## WHAT YOU HAVE TO DO
Go over the listing below line by line, and return each one holding the string "Alden".

__________

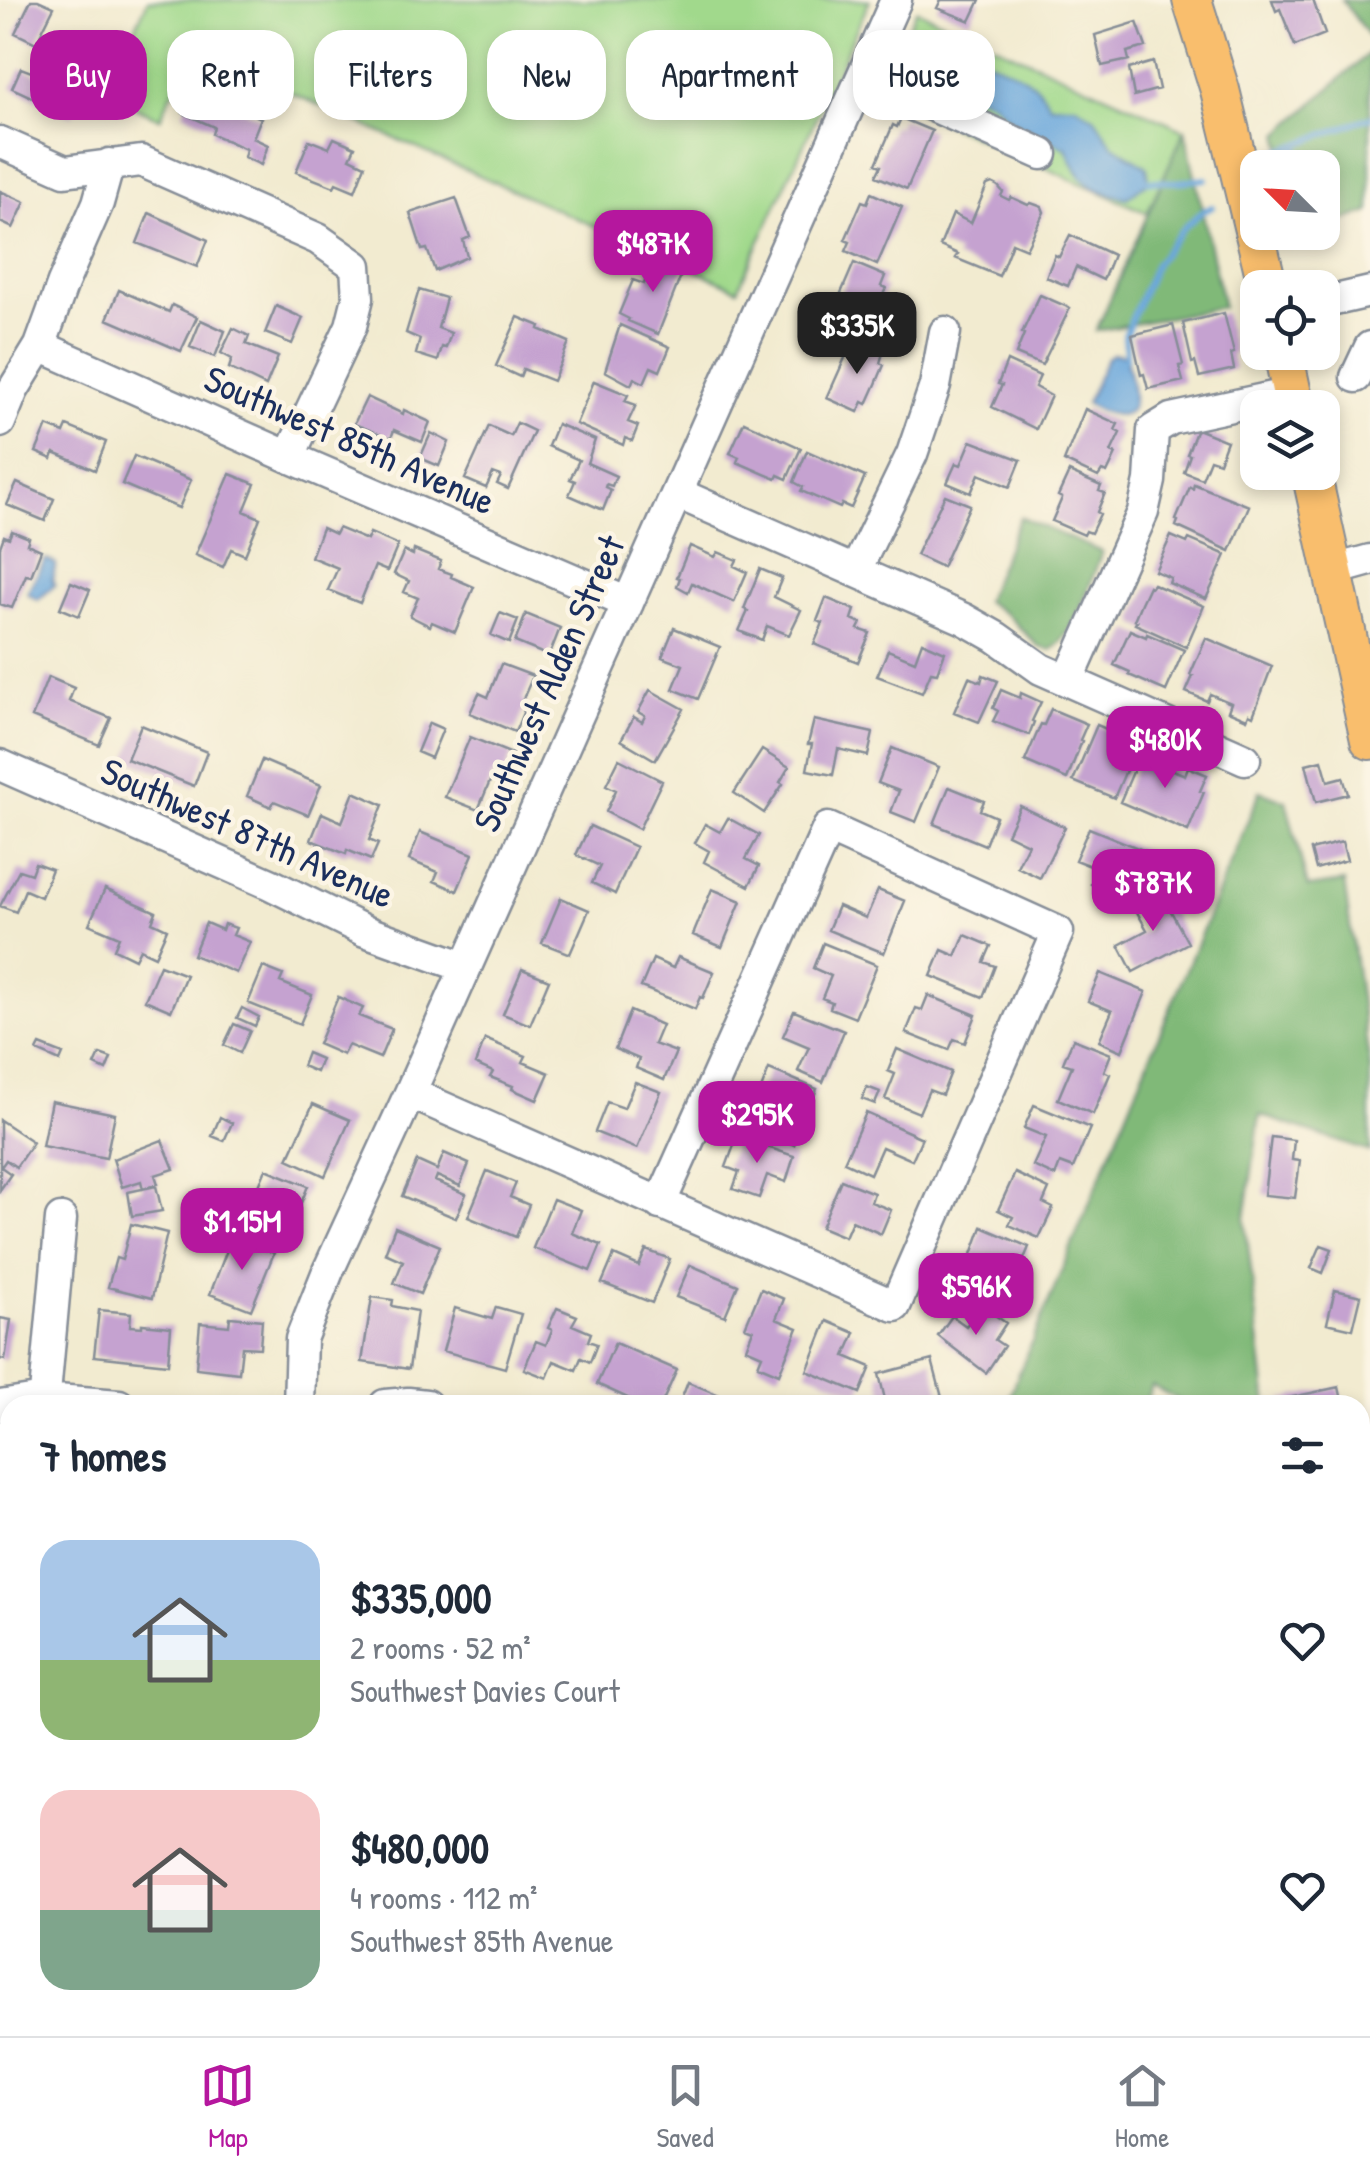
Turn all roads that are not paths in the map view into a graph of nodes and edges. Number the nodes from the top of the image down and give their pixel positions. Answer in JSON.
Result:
{"nodes":[{"id":1,"x":896,"y":0,"type":"edge"},
{"id":2,"x":1192,"y":0,"type":"edge"},
{"id":3,"x":883,"y":30,"type":"edge"},
{"id":4,"x":853,"y":97,"type":"edge"},
{"id":5,"x":966,"y":120,"type":"edge"},
{"id":6,"x":0,"y":142,"type":"edge"},
{"id":7,"x":1042,"y":154,"type":"dead end"},
{"id":8,"x":109,"y":164,"type":"junction"},
{"id":9,"x":1264,"y":270,"type":"edge"},
{"id":10,"x":1370,"y":292,"type":"edge"},
{"id":11,"x":1340,"y":299,"type":"edge"},
{"id":12,"x":945,"y":332,"type":"dead end"},
{"id":13,"x":40,"y":346,"type":"junction"},
{"id":14,"x":1370,"y":347,"type":"edge"},
{"id":15,"x":1356,"y":377,"type":"dead end"},
{"id":16,"x":1240,"y":408,"type":"edge"},
{"id":17,"x":0,"y":422,"type":"edge"},
{"id":18,"x":289,"y":458,"type":"junction"},
{"id":19,"x":1319,"y":490,"type":"edge"},
{"id":20,"x":677,"y":493,"type":"junction"},
{"id":21,"x":1352,"y":565,"type":"edge"},
{"id":22,"x":856,"y":570,"type":"junction"},
{"id":23,"x":628,"y":603,"type":"junction"},
{"id":24,"x":1068,"y":680,"type":"junction"},
{"id":25,"x":1370,"y":740,"type":"edge"},
{"id":26,"x":1246,"y":759,"type":"dead end"},
{"id":27,"x":0,"y":764,"type":"edge"},
{"id":28,"x":465,"y":967,"type":"junction"},
{"id":29,"x":410,"y":1093,"type":"junction"},
{"id":30,"x":660,"y":1204,"type":"junction"},
{"id":31,"x":60,"y":1219,"type":"dead end"},
{"id":32,"x":45,"y":1395,"type":"edge"},
{"id":33,"x":299,"y":1395,"type":"edge"}],
"edges":[{"from":1,"to":3,"type":"street","name":"Southwest Alden Street"},
{"from":2,"to":9,"type":"main road"},
{"from":4,"to":20,"type":"street","name":"Southwest Alden Street"},
{"from":5,"to":7,"type":"street"},
{"from":6,"to":8,"type":"street"},
{"from":8,"to":13,"type":"street"},
{"from":8,"to":18,"type":"street"},
{"from":10,"to":11,"type":"street"},
{"from":12,"to":22,"type":"street"},
{"from":13,"to":17,"type":"street"},
{"from":13,"to":18,"type":"street","name":"Southwest 85th Avenue"},
{"from":14,"to":15,"type":"street"},
{"from":16,"to":24,"type":"street"},
{"from":18,"to":23,"type":"street","name":"Southwest 85th Avenue"},
{"from":19,"to":21,"type":"main road"},
{"from":20,"to":22,"type":"street"},
{"from":20,"to":23,"type":"street","name":"Southwest Alden Street"},
{"from":21,"to":25,"type":"main road"},
{"from":22,"to":24,"type":"street"},
{"from":23,"to":28,"type":"street","name":"Southwest Alden Street"},
{"from":24,"to":26,"type":"street"},
{"from":27,"to":28,"type":"street","name":"Southwest 87th Avenue"},
{"from":28,"to":29,"type":"street","name":"Southwest Alden Street"},
{"from":29,"to":30,"type":"street"},
{"from":29,"to":33,"type":"street","name":"Southwest Alden Street"},
{"from":30,"to":30,"type":"street"},
{"from":31,"to":32,"type":"street"}]}
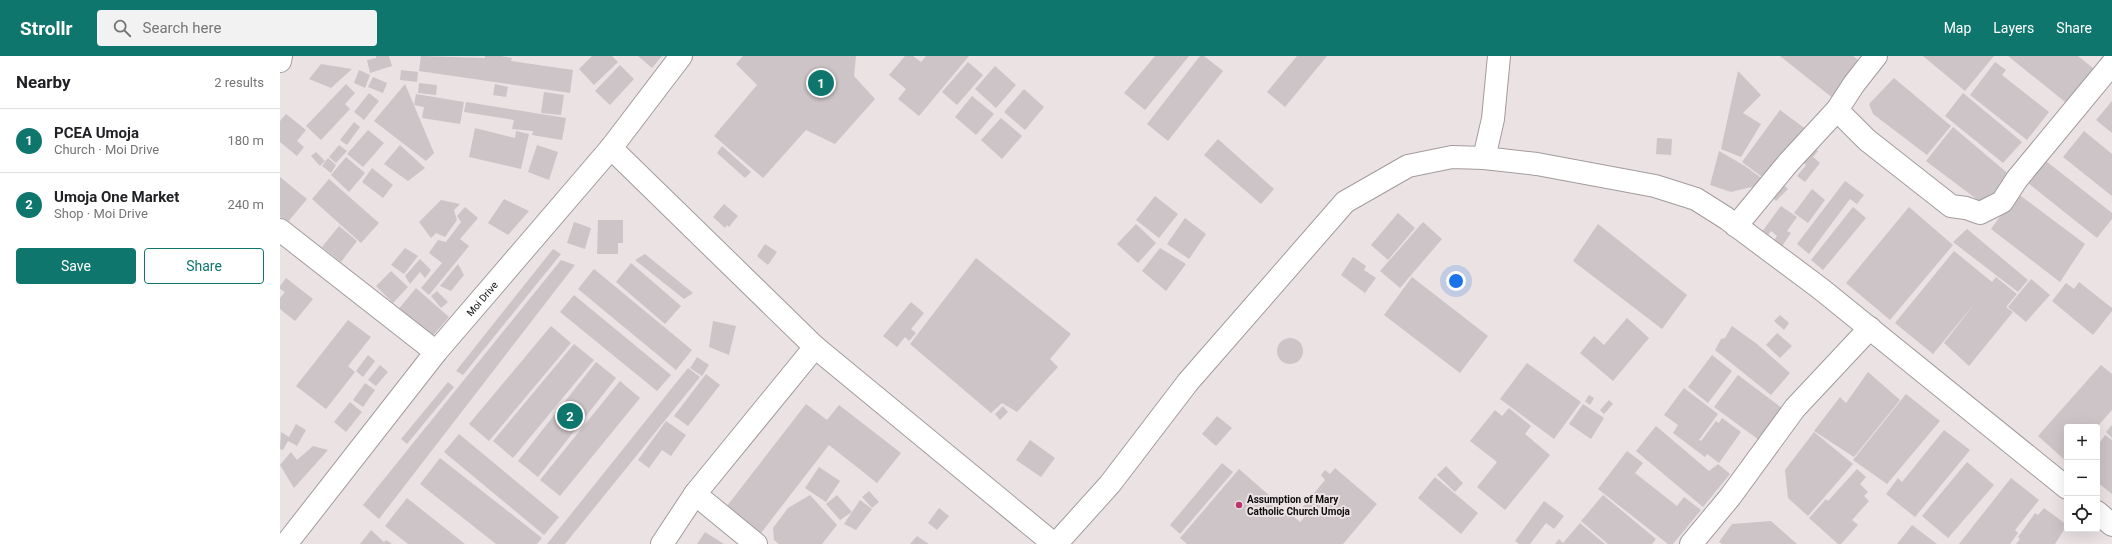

__________

## RESPONSE BOX
"edges":[{"from":1,"to":3,"type":"street","name":"Southwest Alden Street"},
{"from":4,"to":20,"type":"street","name":"Southwest Alden Street"},
{"from":20,"to":23,"type":"street","name":"Southwest Alden Street"},
{"from":23,"to":28,"type":"street","name":"Southwest Alden Street"},
{"from":28,"to":29,"type":"street","name":"Southwest Alden Street"},
{"from":29,"to":33,"type":"street","name":"Southwest Alden Street"},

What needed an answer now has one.